Eclipse MicroProfile, first and foremost, is an Eclipse project and therefore follows Eclipse processes. This includes how committers are approved, project release processes, intellectual property and license reviews, and so on. However, the Eclipse Foundation is flexible enough for projects like MicroProfile to offer some additional (lightweight!) processes for multiple specifications to move forward in parallel with ways to communicate across and align specifications. For example, Eclipse MicroProfile has a bi-weekly Hangout meeting/call, which serves as a forum where topics, brought up by the community, are discussed and decisions are made, from sub-project statuses and release contents, to release dates and sub-project creation approvals. It should be noted that MicroProfile is not a standards organization, although it can seem that way. MicroProfile defines specifications that encourage multiple implementations, much like a standards organization. However, MicroProfile truly operates as an open source project whose “source code” is specifications.

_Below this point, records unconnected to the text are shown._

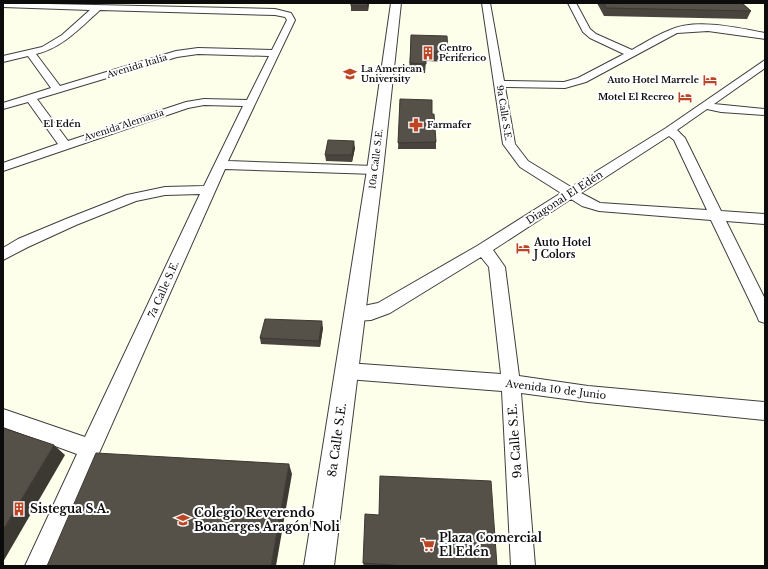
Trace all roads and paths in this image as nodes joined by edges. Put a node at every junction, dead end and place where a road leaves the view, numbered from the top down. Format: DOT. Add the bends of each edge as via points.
graph roads {
  1 [pos="202,3"];
  2 [pos="396,3"];
  3 [pos="486,3"];
  4 [pos="572,3"];
  5 [pos="3,5"];
  6 [pos="97,8"];
  7 [pos="196,10"];
  8 [pos="765,36"];
  9 [pos="274,53"];
  10 [pos="31,54"];
  11 [pos="633,54"];
  12 [pos="3,60"];
  13 [pos="765,63"];
  14 [pos="500,84"];
  15 [pos="58,90"];
  16 [pos="30,98"];
  17 [pos="249,103"];
  18 [pos="705,105"];
  19 [pos="3,106"];
  20 [pos="765,112"];
  21 [pos="670,130"];
  22 [pos="65,145"];
  23 [pos="220,165"];
  24 [pos="3,167"];
  25 [pos="375,170"];
  26 [pos="209,190"];
  27 [pos="570,193"];
  28 [pos="717,216"];
  29 [pos="765,219"];
  30 [pos="482,250"];
  31 [pos="3,255"];
  32 [pos="355,314"];
  33 [pos="765,316"];
  34 [pos="347,371"];
  35 [pos="511,383"];
  36 [pos="765,411"];
  37 [pos="3,418"];
  38 [pos="90,449"];
  39 [pos="38,566"];
  40 [pos="319,566"];
  41 [pos="523,566"];
  1 -- 7 [label="street"];
  2 -- 25 [label="street, 10a Calle S.E."];
  3 -- 14 [label="street, 9a Calle S.E."];
  4 -- 11 [label="street" via="586,30 593,36"];
  5 -- 6 [label="street"];
  6 -- 7 [label="street"];
  6 -- 10 [label="street" via="65,37"];
  7 -- 9 [label="street, 7a Calle S.E." via="275,12 288,15 290,20"];
  8 -- 11 [label="street" via="724,28 686,28 674,31"];
  9 -- 15 [label="street, Avenida Italia" via="198,51 176,54"];
  9 -- 17 [label="street, 7a Calle S.E."];
  10 -- 12 [label="street"];
  10 -- 15 [label="street"];
  11 -- 14 [label="street" via="582,80 565,85"];
  13 -- 18 [label="street, Diagonal El Edén"];
  14 -- 27 [label="street, 9a Calle S.E." via="509,144 524,164"];
  15 -- 16 [label="street, Avenida Italia"];
  16 -- 19 [label="street, Avenida Italia"];
  16 -- 22 [label="street"];
  17 -- 22 [label="street, Avenida Alemania" via="204,102 186,105"];
  17 -- 23 [label="street, 7a Calle S.E."];
  18 -- 20 [label="street" via="721,109"];
  18 -- 21 [label="street, Diagonal El Edén"];
  21 -- 27 [label="street, Diagonal El Edén"];
  21 -- 28 [label="street" via="679,138"];
  22 -- 24 [label="street, Avenida Alemania"];
  23 -- 25 [label="street"];
  23 -- 26 [label="street, 7a Calle S.E."];
  25 -- 32 [label="street, 10a Calle S.E."];
  26 -- 31 [label="street" via="165,191 132,198 23,243"];
  26 -- 38 [label="street, 7a Calle S.E."];
  27 -- 28 [label="street, 9a Calle S.E." via="599,207"];
  27 -- 30 [label="street, Diagonal El Edén"];
  28 -- 29 [label="street, 9a Calle S.E."];
  28 -- 33 [label="street"];
  30 -- 32 [label="street, Diagonal El Edén" via="384,308 371,313"];
  30 -- 35 [label="street, 9a Calle S.E." via="491,257 497,267"];
  32 -- 34 [label="street, 8a Calle S.E."];
  34 -- 35 [label="street, Avenida 10 de Junio"];
  34 -- 40 [label="street, 8a Calle S.E."];
  35 -- 36 [label="street, Avenida 10 de Junio" via="588,394"];
  35 -- 41 [label="street, 9a Calle S.E."];
  37 -- 38 [label="street"];
  38 -- 39 [label="street, 7a Calle S.E."];
}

The main means of community communication, discussion and debate is the Eclipse MicroProfile Google Group. You can use your favorite web browser to read/post/answer/start forum messages in the Google Group. You can also use the Group’s email to start new forum messages. Anybody can start new forum threads to discuss topics, such as potential new functionality to be added to MicroProfile. After the community discusses a new idea at length, and it’s been determined that it is worth furthering the debate, the community decides to create a working sub-group and a lead, who is usually a subject-matter expert in the topic at hand, is designated. The sub-group will establish a recurring weekly or bi-weekly meeting, which is entered in the MicroProfile Google Calendar. Anybody can attend these meetings but there’s usually a core number of people that serves as the subject-matter experts that participate in these calls. After a few meetings, the sub-group decides whether or not the new functionality should become a MicroProfile API/sub-project.

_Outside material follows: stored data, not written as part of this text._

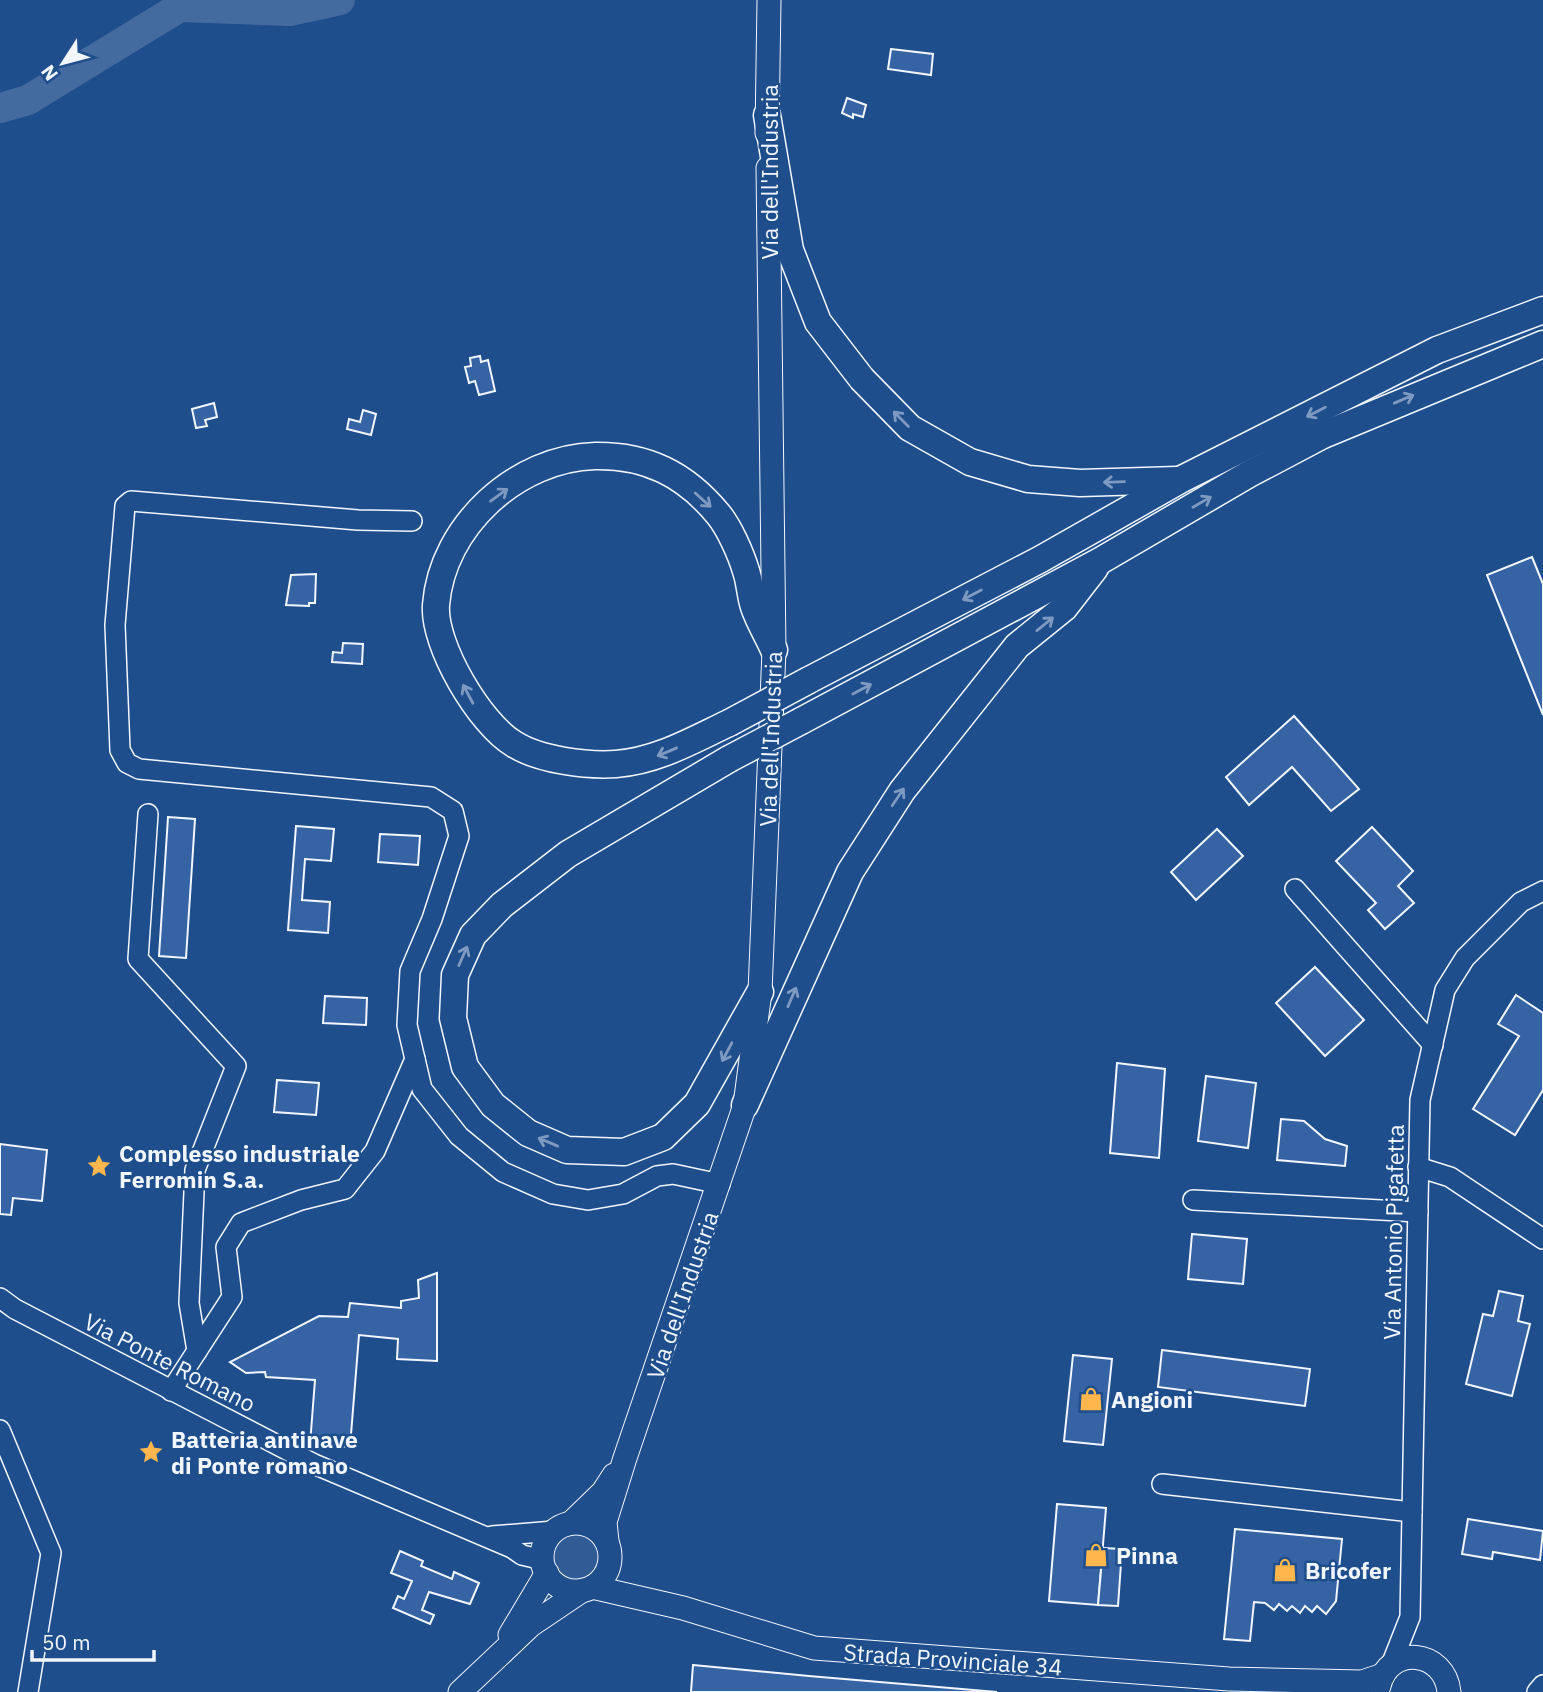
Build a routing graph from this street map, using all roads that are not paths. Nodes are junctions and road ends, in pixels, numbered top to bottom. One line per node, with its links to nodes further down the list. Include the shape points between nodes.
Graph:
1 (769, 0): 2 (main road, Via dell'Industria)
2 (767, 115): 5 (highway, one-way to 2, via 1080,483 1028,479 970,462 911,428 862,379 818,322 790,250); 8 (main road, Via dell'Industria)
3 (1543, 310): 5 (highway, one-way to 5, via 1437,350)
4 (1543, 344): 7 (highway, one-way to 4, via 1323,435)
5 (1182, 479): 8 (highway, one-way to 8, bridge, via 1041,559 729,723 659,756 617,764 574,764 513,744 473,704 447,655 436,606 452,546 477,510 525,476 568,457 623,455 671,471 719,515 746,570 754,607)
6 (412, 521): 14 (street, via 131,501 125,506 115,625 120,750 127,764 431,797 453,811 459,836 410,971 407,1025)
7 (1100, 561): 12 (highway, one-way to 7, bridge, via 697,1104 663,1137 624,1152 567,1150 528,1133 493,1105 465,1068 453,1018 455,975 473,934 502,905 568,854 729,759); 15 (highway, one-way to 7, via 850,872 902,790 1017,646 1065,608)
8 (774, 650): 12 (main road, Via dell'Industria)
9 (148, 814): 22 (street, via 138,959 236,1066 195,1170 189,1303)
10 (1295, 889): 13 (street)
11 (1543, 891): 13 (street, Via Antonio Pigafetta, via 1521,902 1465,958 1445,990)
12 (760, 992): 15 (main road, Via dell'Industria)
13 (1433, 1045): 16 (street, Via Antonio Pigafetta, via 1420,1100)
14 (415, 1059): 17 (street, via 422,1089 459,1136 503,1172 553,1194 600,1198 673,1174); 22 (street, via 375,1151 345,1189 241,1223 226,1247 232,1297)
15 (745, 1105): 17 (main road, Via dell'Industria)
16 (1418, 1167): 19 (street, Via Antonio Pigafetta); 20 (street, via 1450,1177)
17 (720, 1184): 25 (main road, Via dell'Industria)
18 (1193, 1200): 19 (street)
19 (1418, 1212): 27 (street, Via Antonio Pigafetta)
20 (1543, 1239)
21 (0, 1298): 23 (street, Via Ponte Romano)
22 (197, 1351): 23 (street)
23 (171, 1391): 29 (street, Via Ponte Romano, via 314,1464)
24 (0, 1430): 41 (street, via 51,1553)
25 (625, 1458): 28 (main road, Via dell'Industria, via 603,1492); 30 (main road, Via dell'Industria, via 605,1522)
26 (1162, 1484): 27 (street)
27 (1412, 1512): 34 (street, Via Antonio Pigafetta)
28 (562, 1527): 29 (street, Via Ponte Romano, via 497,1537); 30 (main road, via 595,1528); 31 (main road, via 545,1545)
29 (474, 1532): 31 (street, Via Ponte Romano)
30 (608, 1546): 32 (main road, via 605,1576); 33 (main road, via 624,1574 636,1584)
31 (545, 1567): 32 (main road, via 558,1585); 35 (main road, via 521,1620)
32 (587, 1589): 33 (main road); 35 (main road, via 531,1625)
33 (683, 1608): 38 (main road, Strada Provinciale 34, via 814,1648)
34 (1409, 1620): 36 (street, Via Antonio Pigafetta); 37 (street, Via Antonio Pigafetta)
35 (496, 1655): 42 (main road)
36 (1428, 1660): 37 (main road, Strada Provinciale 34, via 1409,1657); 40 (main road)
37 (1384, 1677): 38 (main road, Strada Provinciale 34, via 1362,1682)
38 (1229, 1679): 43 (main road, Strada Provinciale 34)
39 (1543, 1685): 44 (street)
40 (1454, 1688)
41 (28, 1692)
42 (460, 1692)
43 (1297, 1692)
44 (1537, 1692)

Another resource that the MicroProfile community offers to try out new ideas is the MicroProfile sandbox. The sandbox repository is for incubating ideas and code examples that will eventually turn into a separate repository towards a new specification. Anybody can open a pull request and use the sandbox for the new idea code and documentation, which can be used as part of the discussion in the community Google Group, the MicroProfile Hangout calls, or sub-group meetings. If you need to accept and merge a pull request, or feel that your idea is mature and deserves a separate repository, contact one of the MicroProfile project committers for guidance.

Eclipse MicroProfile APIs/sub-projects are (with the project leads listed):

Table 1. MicroProfile APIs/sub-projects and their leads
MicroProfile API/sub-project name Sub-project lead(s)

MicroProfile Project Leads

John Clingan & Kevin Sutter

Config

Emily Jiang & Mark Struberg

Fault Tolerance

Emily Jiang

Health Check

Antoine Sabot-Durand

JWT Propagation

Scott Stark

Metrics

Heiko Rupp

OpenAPI

Arthur De Magalhaes

OpenTracing

Pavol Loffay

Rest Client

John D. Ament & Andy McCright

Eclipse MicroProfile follows a time-boxed rapid incremental release schedule, which is public and listed at the Eclipse Foundation MicroProfile Project page. Major Eclipse MicroProfile releases, for example, from 1.x to 2.x, include major updates to MicroProfile APIs. Minor releases, that is point releases, include small API updates or new APIs that make the predetermined release date.